Rainer was very strong from the beginning. He didn't have any complications from his surgeries. He was trying to hold his head about since about two weeks and could manage keeping it up for a minute or so. He had rolled from his tummy to his side once.
On Sunday, we went to Tucson's Fourth Avenue Street fair, which I have loved walking around since I was a girl. I was very excited that Rainer was going to get to people watch. He was a gorgeous baby and everytime we took him out, people would stop us to just ooh and ahh. Afterwards, I was going to take our older son to see the sing-along Wizard of Oz and Daddy was going to take Rainer xmas shopping-which was going to be there thier first trip out in public alone together. Daddy was really looking forward to it!!
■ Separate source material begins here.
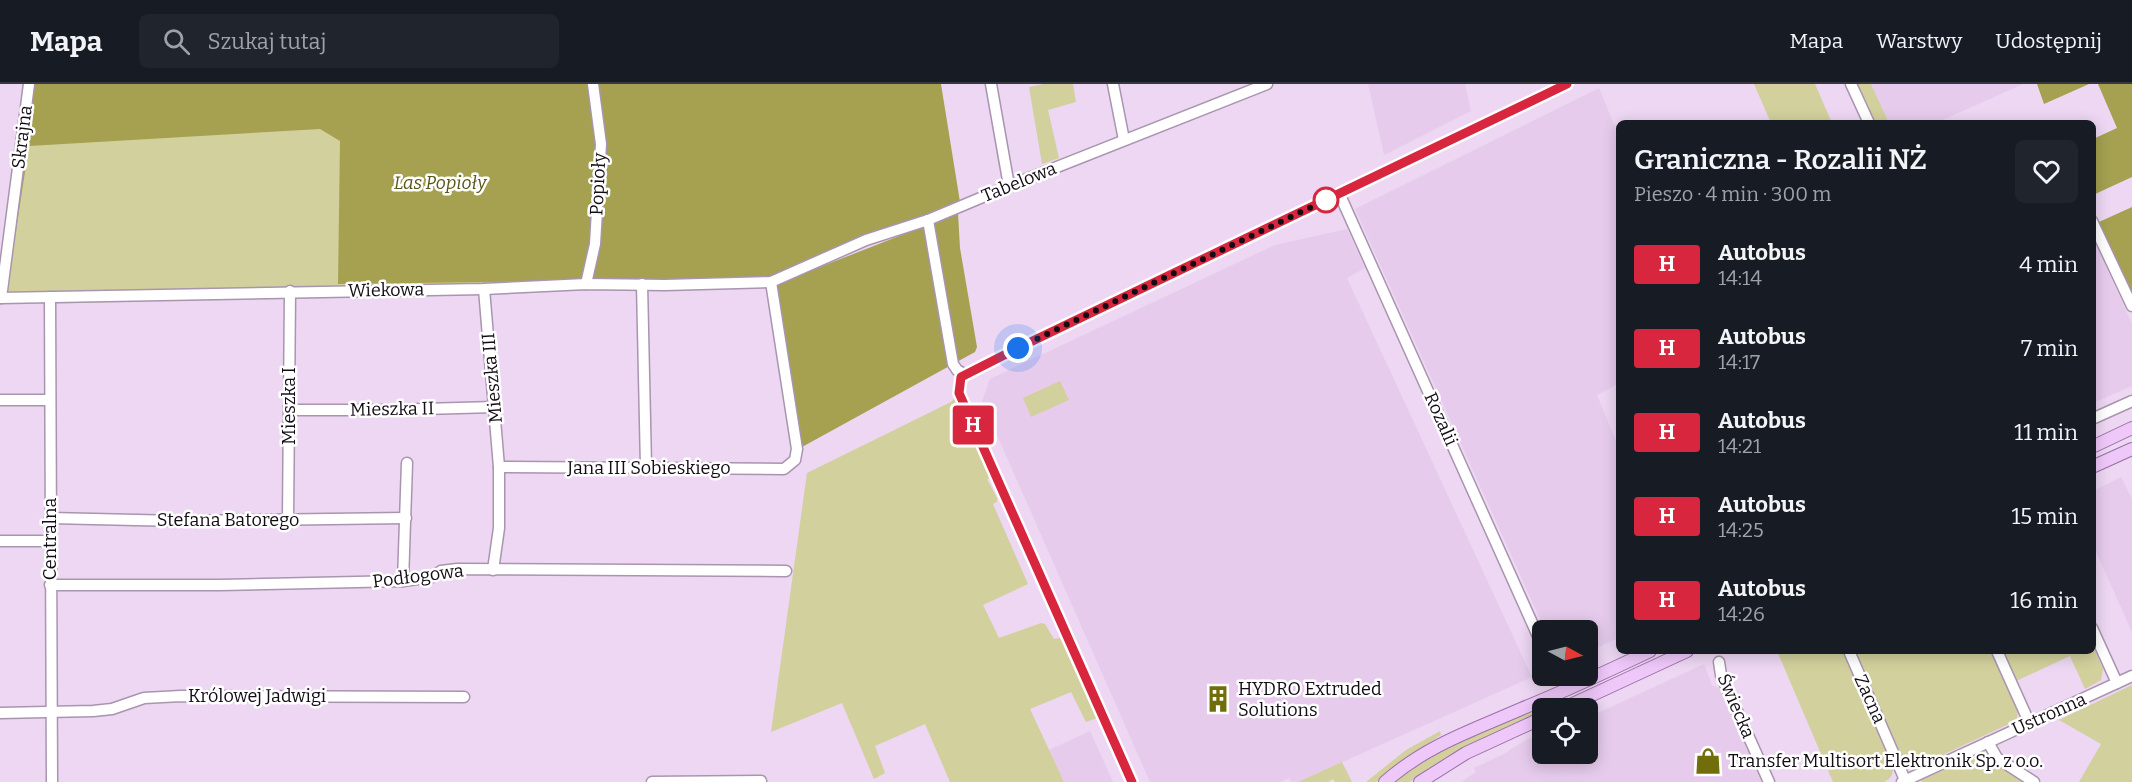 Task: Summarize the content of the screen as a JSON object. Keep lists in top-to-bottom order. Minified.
{"streets":{"street":["Skrajna","Tabelowa","Popioły","Wiekowa","Mieszka III","Mieszka I","Mieszka II","Rozalii","Jana III Sobieskiego","Stefana Batorego","Centralna","Podłogowa","Królowej Jadwigi","Zacna","Świecka","Ustronna"]},"crossings":[["Skrajna","Wiekowa"],["Tabelowa","Wiekowa"],["Tabelowa","Jana III Sobieskiego"],["Popioły","Wiekowa"],["Wiekowa","Mieszka III"],["Wiekowa","Mieszka I"],["Wiekowa","Jana III Sobieskiego"],["Wiekowa","Centralna"],["Mieszka III","Mieszka II"],["Mieszka III","Jana III Sobieskiego"],["Mieszka III","Podłogowa"],["Mieszka I","Mieszka II"],["Mieszka I","Stefana Batorego"],["Stefana Batorego","Centralna"],["Centralna","Podłogowa"],["Centralna","Królowej Jadwigi"],["Zacna","Ustronna"]],"parks":["Las Popioły"],"places":{"building":["HYDRO Extruded Solutions"],"shop":["Transfer Multisort Elektronik Sp. z o.o."]},"lines":["bus line H"],"north":"right","page":{"header":"Mapa","search":"Szukaj tutaj","nav":["Mapa","Warstwy","Udostępnij"],"on_map":"H","heading":["Graniczna - Rozalii NŻ","Pieszo · 4 min · 300 m"],"list":[{"mark":"H","name":"Autobus","note":"14:14","value":"4 min"},{"mark":"H","name":"Autobus","note":"14:17","value":"7 min"},{"mark":"H","name":"Autobus","note":"14:21","value":"11 min"},{"mark":"H","name":"Autobus","note":"14:25","value":"15 min"},{"mark":"H","name":"Autobus","note":"14:26","value":"16 min"}]}}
I was carrying Rainer in the sling, since it was our favorite way to travel. When he got a little fussy, I thought he was hungry so I started to feed him. I'm so afraid I didn't get him into exactly the right position- I was so determined to make it work that I didn't want to wait. I had fed in the sling before, but only at home when I needed my hands to help my older son. Never in public. I was a little nervous about getting us adjusted correctly, so I rushed things. I noticed after a few minutes that he wasn't sucking anymore, so I pulled myself out. I thought he had just fallen asleep, but he seemed a little too still. I ignored my nagging feeling for a minute or so (God I hope it wasn't longer- I really have no idea.) Since at that time, we were almost to the car and I didn't want to wake him up any sooner than necessary. When we got to the car, Daddy pulled him out of the sling and we realized our baby boy wasn't breathing. We did CPR and called 911. Some people came to help us when they saw...
The truth was, he was dead at that time. The paramedics intubated him to get him breathing again. He was in cardiac arrest for 30 minutes, then they were able to get his heart started again. We weren't being told what was happening- I don't know if we would have been able to make that decision, but it might have been best to let him go at that time. He was moved to PICU and we were allowed to come see him. He was on the ventilator and was never able to begin breathing on his own. His heart seemed to be beating fine, but we told that there was very little chance of him making it through the night. However his heart wasn't pumping very strongly, so he was given lots of medications to help. Oxygen wasn't getting around to his whole body. It was horrible seeing him hooked up to everything. He was full of ivs and wires. Around 3:30 this morning, his heart started having more problems. The doctor told us that he was maxed out on all the medications and there was nothing else we could do. His organs began to fail-- first his kidneys. We made the decision at 4 that we were going to take him off the medications and vent. We called so that his big brother could come back to the hospital. My baby sister and best friend also came back. (Everyone had been there that afternoon and evening, but had gone home to sleep around 12/1am, only the grandmas and us were there.) We just stood there and talked to him and touched him. We wanted to wait for dp's dad to get there. When he did, the nurse and doctor made the preparations to disconnect him from everything. He died in my arms at 4:50 the morning of the 12th. Everyone got a chance to hold him and say goodbye. Dad got to give him a bath and dress him. We didn't leave until nearly 8 am, but I wish I had held him longer. When we left, I wanted to go back in so badly!!

I am so afraid that I suffocated him-- I knew he wasn't quite in the right position, but he seemed okay. And even if I shouldn't blame myself for that- why didn't I notice something was really wrong sooner?? I was holding him against my chest- why didn't I notice he wasn't breathing?? I can't shake the feeling that if I had noticed sooner, than we would have been able to revive him and he wouldn't have gone into cardiac arrest.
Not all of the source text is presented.